El poder de los indultos
Otro elemento preocupante es la facultad del presidente para conceder indultos, incluso a individuos culpables de traición. En 1787, el fiscal general de Maryland, Luther Martin, advirtió sobre los riesgos de que un mandatario utilizara este poder para proteger a sus aliados políticos. La historia ha demostrado que este temor era válido, especialmente en administraciones donde el presidente ha utilizado el perdón como un arma política. En la presidencia imperial de Trump, este poder podría convertirse en un mecanismo de impunidad, consolidando aún más su dominio sobre el sistema político.

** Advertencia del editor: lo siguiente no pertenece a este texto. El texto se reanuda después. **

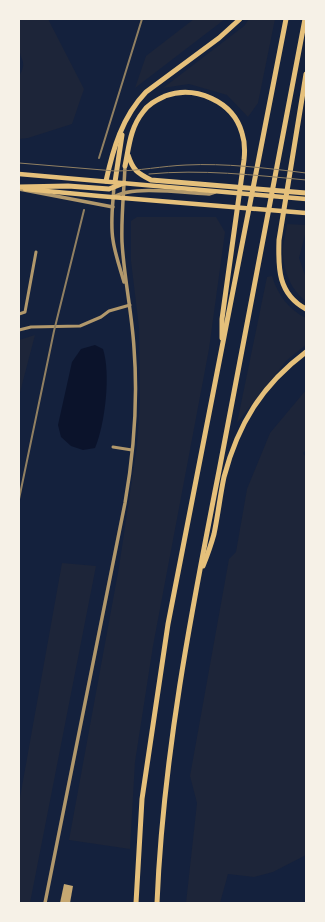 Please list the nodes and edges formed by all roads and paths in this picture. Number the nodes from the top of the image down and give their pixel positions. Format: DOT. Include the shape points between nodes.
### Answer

Los fundadores de la república estadounidense creían que la sabiduría del pueblo sería suficiente para evitar la elección de líderes peligrosos. John Dickinson planteó la pregunta: “¿Un pueblo virtuoso y sensato elegiría a villanos o tontos como oficiales?”. Sin embargo, esta confianza en el ciudadano juicio parece haber sido socavada por la polarización extrema y la desinformación. La realidad es que la presidencia imperial de Trump ha prosperado en un contexto donde la lealtad política pesa más que la institucionalidad, y donde las narrativas populistas han debilitado el compromiso con los principios democráticos.

Alexander Hamilton y James Madison
En los Federalist Papers, Alexander Hamilton y James Madison insistieron en que el sistema de controles y equilibrios protegería a la república de un liderazgo autocrático. No obstante, la historia reciente demuestra que estos límites pueden ser erosionados cuando un líder carismático y populista encuentra las herramientas adecuadas para expandir su poder. La presidencia imperial de Trump es un recordatorio de que la democracia no es un sistema inmune a la erosión institucional. La acumulación de poder en el ejecutivo, el debilitamiento de los frenos constitucionales y la creciente aceptación del autoritarismo han puesto en jaque la esencia misma del gobierno republicano.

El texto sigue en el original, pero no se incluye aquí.